The entries below are to be repeated exactly, and their pictures left out.
Segment Open
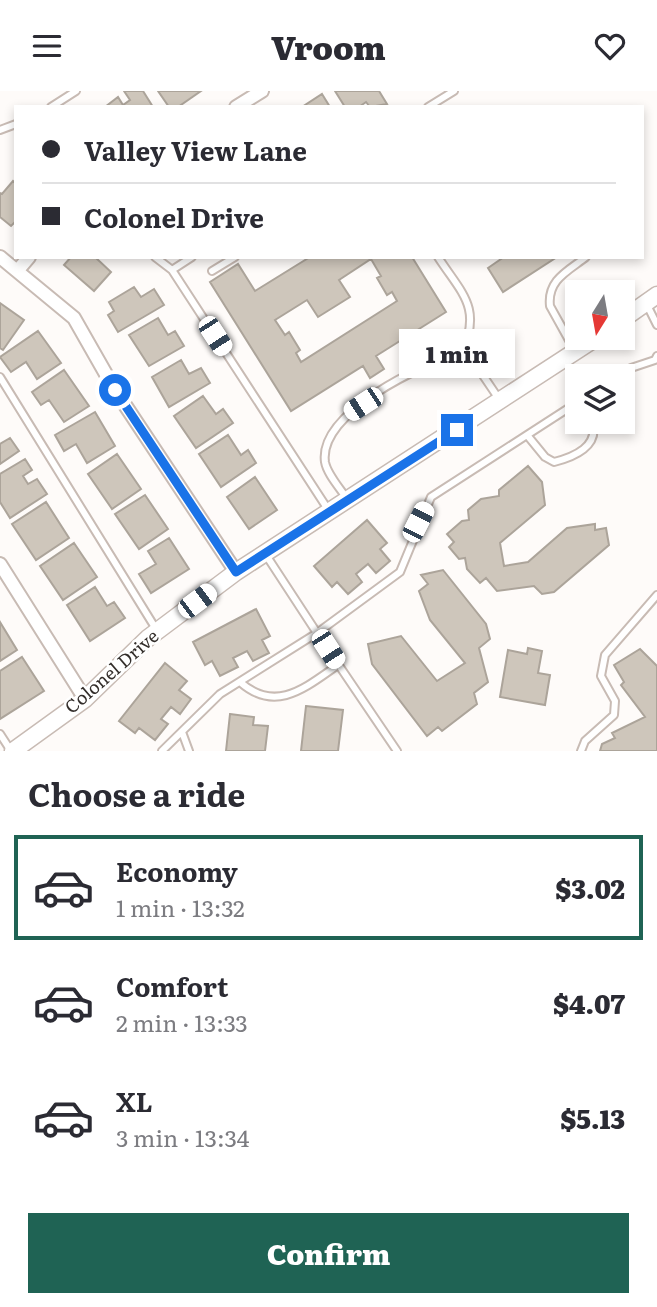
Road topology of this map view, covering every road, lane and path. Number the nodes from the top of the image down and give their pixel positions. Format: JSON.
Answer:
{"nodes":[{"id":1,"x":76,"y":91,"type":"edge"},
{"id":2,"x":262,"y":91,"type":"edge"},
{"id":3,"x":454,"y":91,"type":"edge"},
{"id":4,"x":54,"y":105,"type":"edge"},
{"id":5,"x":239,"y":105,"type":"edge"},
{"id":6,"x":431,"y":105,"type":"edge"},
{"id":7,"x":0,"y":257,"type":"edge"},
{"id":8,"x":27,"y":259,"type":"edge"},
{"id":9,"x":158,"y":259,"type":"edge"},
{"id":10,"x":189,"y":259,"type":"edge"},
{"id":11,"x":232,"y":259,"type":"edge"},
{"id":12,"x":439,"y":259,"type":"edge"},
{"id":13,"x":583,"y":259,"type":"edge"},
{"id":14,"x":18,"y":270,"type":"junction"},
{"id":15,"x":172,"y":270,"type":"junction"},
{"id":16,"x":212,"y":271,"type":"dead end"},
{"id":17,"x":651,"y":299,"type":"edge"},
{"id":18,"x":635,"y":310,"type":"edge"},
{"id":19,"x":657,"y":325,"type":"edge"},
{"id":20,"x":579,"y":350,"type":"edge"},
{"id":21,"x":576,"y":352,"type":"junction"},
{"id":22,"x":462,"y":353,"type":"junction"},
{"id":23,"x":657,"y":356,"type":"edge"},
{"id":24,"x":635,"y":367,"type":"edge"},
{"id":25,"x":0,"y":377,"type":"edge"},
{"id":26,"x":501,"y":401,"type":"junction"},
{"id":27,"x":565,"y":410,"type":"edge"},
{"id":28,"x":594,"y":434,"type":"edge"},
{"id":29,"x":527,"y":435,"type":"junction"},
{"id":30,"x":348,"y":500,"type":"junction"},
{"id":31,"x":330,"y":512,"type":"junction"},
{"id":32,"x":265,"y":553,"type":"junction"},
{"id":33,"x":0,"y":565,"type":"edge"},
{"id":34,"x":236,"y":572,"type":"junction"},
{"id":35,"x":657,"y":595,"type":"edge"},
{"id":36,"x":157,"y":631,"type":"junction"},
{"id":37,"x":317,"y":633,"type":"junction"},
{"id":38,"x":338,"y":665,"type":"junction"},
{"id":39,"x":240,"y":682,"type":"junction"},
{"id":40,"x":85,"y":699,"type":"junction"},
{"id":41,"x":182,"y":732,"type":"junction"},
{"id":42,"x":0,"y":734,"type":"edge"},
{"id":43,"x":12,"y":751,"type":"edge"},
{"id":44,"x":162,"y":751,"type":"edge"},
{"id":45,"x":189,"y":751,"type":"edge"},
{"id":46,"x":397,"y":751,"type":"edge"},
{"id":47,"x":580,"y":751,"type":"edge"}],
"edges":[{"from":1,"to":4,"type":"lane"},
{"from":2,"to":5,"type":"street"},
{"from":3,"to":6,"type":"lane"},
{"from":7,"to":14,"type":"street"},
{"from":8,"to":14,"type":"street"},
{"from":9,"to":15,"type":"lane"},
{"from":10,"to":15,"type":"lane"},
{"from":11,"to":16,"type":"lane"},
{"from":12,"to":22,"type":"lane"},
{"from":13,"to":21,"type":"lane"},
{"from":14,"to":34,"type":"street"},
{"from":15,"to":31,"type":"lane"},
{"from":17,"to":18,"type":"street"},
{"from":17,"to":19,"type":"lane"},
{"from":20,"to":21,"type":"street","name":"Colonel Drive"},
{"from":21,"to":26,"type":"street","name":"Colonel Drive"},
{"from":22,"to":26,"type":"lane"},
{"from":22,"to":30,"type":"lane"},
{"from":23,"to":24,"type":"lane"},
{"from":25,"to":36,"type":"lane"},
{"from":26,"to":30,"type":"street","name":"Colonel Drive"},
{"from":27,"to":29,"type":"lane"},
{"from":28,"to":29,"type":"lane"},
{"from":29,"to":37,"type":"lane"},
{"from":30,"to":31,"type":"street","name":"Colonel Drive"},
{"from":31,"to":32,"type":"street","name":"Colonel Drive"},
{"from":32,"to":34,"type":"street","name":"Colonel Drive"},
{"from":32,"to":37,"type":"lane"},
{"from":33,"to":40,"type":"street"},
{"from":34,"to":36,"type":"street","name":"Colonel Drive"},
{"from":35,"to":47,"type":"lane"},
{"from":36,"to":40,"type":"street","name":"Colonel Drive"},
{"from":37,"to":38,"type":"lane"},
{"from":37,"to":39,"type":"lane"},
{"from":38,"to":39,"type":"lane"},
{"from":38,"to":46,"type":"lane"},
{"from":39,"to":41,"type":"lane"},
{"from":40,"to":43,"type":"street","name":"Colonel Drive"},
{"from":41,"to":44,"type":"lane"},
{"from":41,"to":45,"type":"lane"},
{"from":42,"to":43,"type":"lane"}]}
Segment Closed
YOUR SOLUTION:
Road topology of this map view, covering every road, lane and path. Number the nodes from the top of the image down and give their pixel positions. Format: JSON.
Answer:
{"nodes":[{"id":1,"x":76,"y":91,"type":"edge"},
{"id":2,"x":262,"y":91,"type":"edge"},
{"id":3,"x":454,"y":91,"type":"edge"},
{"id":4,"x":54,"y":105,"type":"edge"},
{"id":5,"x":239,"y":105,"type":"edge"},
{"id":6,"x":431,"y":105,"type":"edge"},
{"id":7,"x":0,"y":257,"type":"edge"},
{"id":8,"x":27,"y":259,"type":"edge"},
{"id":9,"x":158,"y":259,"type":"edge"},
{"id":10,"x":189,"y":259,"type":"edge"},
{"id":11,"x":232,"y":259,"type":"edge"},
{"id":12,"x":439,"y":259,"type":"edge"},
{"id":13,"x":583,"y":259,"type":"edge"},
{"id":14,"x":18,"y":270,"type":"junction"},
{"id":15,"x":172,"y":270,"type":"junction"},
{"id":16,"x":212,"y":271,"type":"dead end"},
{"id":17,"x":651,"y":299,"type":"edge"},
{"id":18,"x":635,"y":310,"type":"edge"},
{"id":19,"x":657,"y":325,"type":"edge"},
{"id":20,"x":579,"y":350,"type":"edge"},
{"id":21,"x":576,"y":352,"type":"junction"},
{"id":22,"x":462,"y":353,"type":"junction"},
{"id":23,"x":657,"y":356,"type":"edge"},
{"id":24,"x":635,"y":367,"type":"edge"},
{"id":25,"x":0,"y":377,"type":"edge"},
{"id":26,"x":501,"y":401,"type":"junction"},
{"id":27,"x":565,"y":410,"type":"edge"},
{"id":28,"x":594,"y":434,"type":"edge"},
{"id":29,"x":527,"y":435,"type":"junction"},
{"id":30,"x":348,"y":500,"type":"junction"},
{"id":31,"x":330,"y":512,"type":"junction"},
{"id":32,"x":265,"y":553,"type":"junction"},
{"id":33,"x":0,"y":565,"type":"edge"},
{"id":34,"x":236,"y":572,"type":"junction"},
{"id":35,"x":657,"y":595,"type":"edge"},
{"id":36,"x":157,"y":631,"type":"junction"},
{"id":37,"x":317,"y":633,"type":"junction"},
{"id":38,"x":338,"y":665,"type":"junction"},
{"id":39,"x":240,"y":682,"type":"junction"},
{"id":40,"x":85,"y":699,"type":"junction"},
{"id":41,"x":182,"y":732,"type":"junction"},
{"id":42,"x":0,"y":734,"type":"edge"},
{"id":43,"x":12,"y":751,"type":"edge"},
{"id":44,"x":162,"y":751,"type":"edge"},
{"id":45,"x":189,"y":751,"type":"edge"},
{"id":46,"x":397,"y":751,"type":"edge"},
{"id":47,"x":580,"y":751,"type":"edge"}],
"edges":[{"from":1,"to":4,"type":"lane"},
{"from":2,"to":5,"type":"street"},
{"from":3,"to":6,"type":"lane"},
{"from":7,"to":14,"type":"street"},
{"from":8,"to":14,"type":"street"},
{"from":9,"to":15,"type":"lane"},
{"from":10,"to":15,"type":"lane"},
{"from":11,"to":16,"type":"lane"},
{"from":12,"to":22,"type":"lane"},
{"from":13,"to":21,"type":"lane"},
{"from":14,"to":34,"type":"street"},
{"from":15,"to":31,"type":"lane"},
{"from":17,"to":18,"type":"street"},
{"from":17,"to":19,"type":"lane"},
{"from":20,"to":21,"type":"street","name":"Colonel Drive"},
{"from":21,"to":26,"type":"street","name":"Colonel Drive"},
{"from":22,"to":26,"type":"lane"},
{"from":22,"to":30,"type":"lane"},
{"from":23,"to":24,"type":"lane"},
{"from":25,"to":36,"type":"lane"},
{"from":26,"to":30,"type":"street","name":"Colonel Drive"},
{"from":27,"to":29,"type":"lane"},
{"from":28,"to":29,"type":"lane"},
{"from":29,"to":37,"type":"lane"},
{"from":30,"to":31,"type":"street","name":"Colonel Drive"},
{"from":31,"to":32,"type":"street","name":"Colonel Drive"},
{"from":32,"to":34,"type":"street","name":"Colonel Drive"},
{"from":32,"to":37,"type":"lane"},
{"from":33,"to":40,"type":"street"},
{"from":34,"to":36,"type":"street","name":"Colonel Drive"},
{"from":35,"to":47,"type":"lane"},
{"from":36,"to":40,"type":"street","name":"Colonel Drive"},
{"from":37,"to":38,"type":"lane"},
{"from":37,"to":39,"type":"lane"},
{"from":38,"to":39,"type":"lane"},
{"from":38,"to":46,"type":"lane"},
{"from":39,"to":41,"type":"lane"},
{"from":40,"to":43,"type":"street","name":"Colonel Drive"},
{"from":41,"to":44,"type":"lane"},
{"from":41,"to":45,"type":"lane"},
{"from":42,"to":43,"type":"lane"}]}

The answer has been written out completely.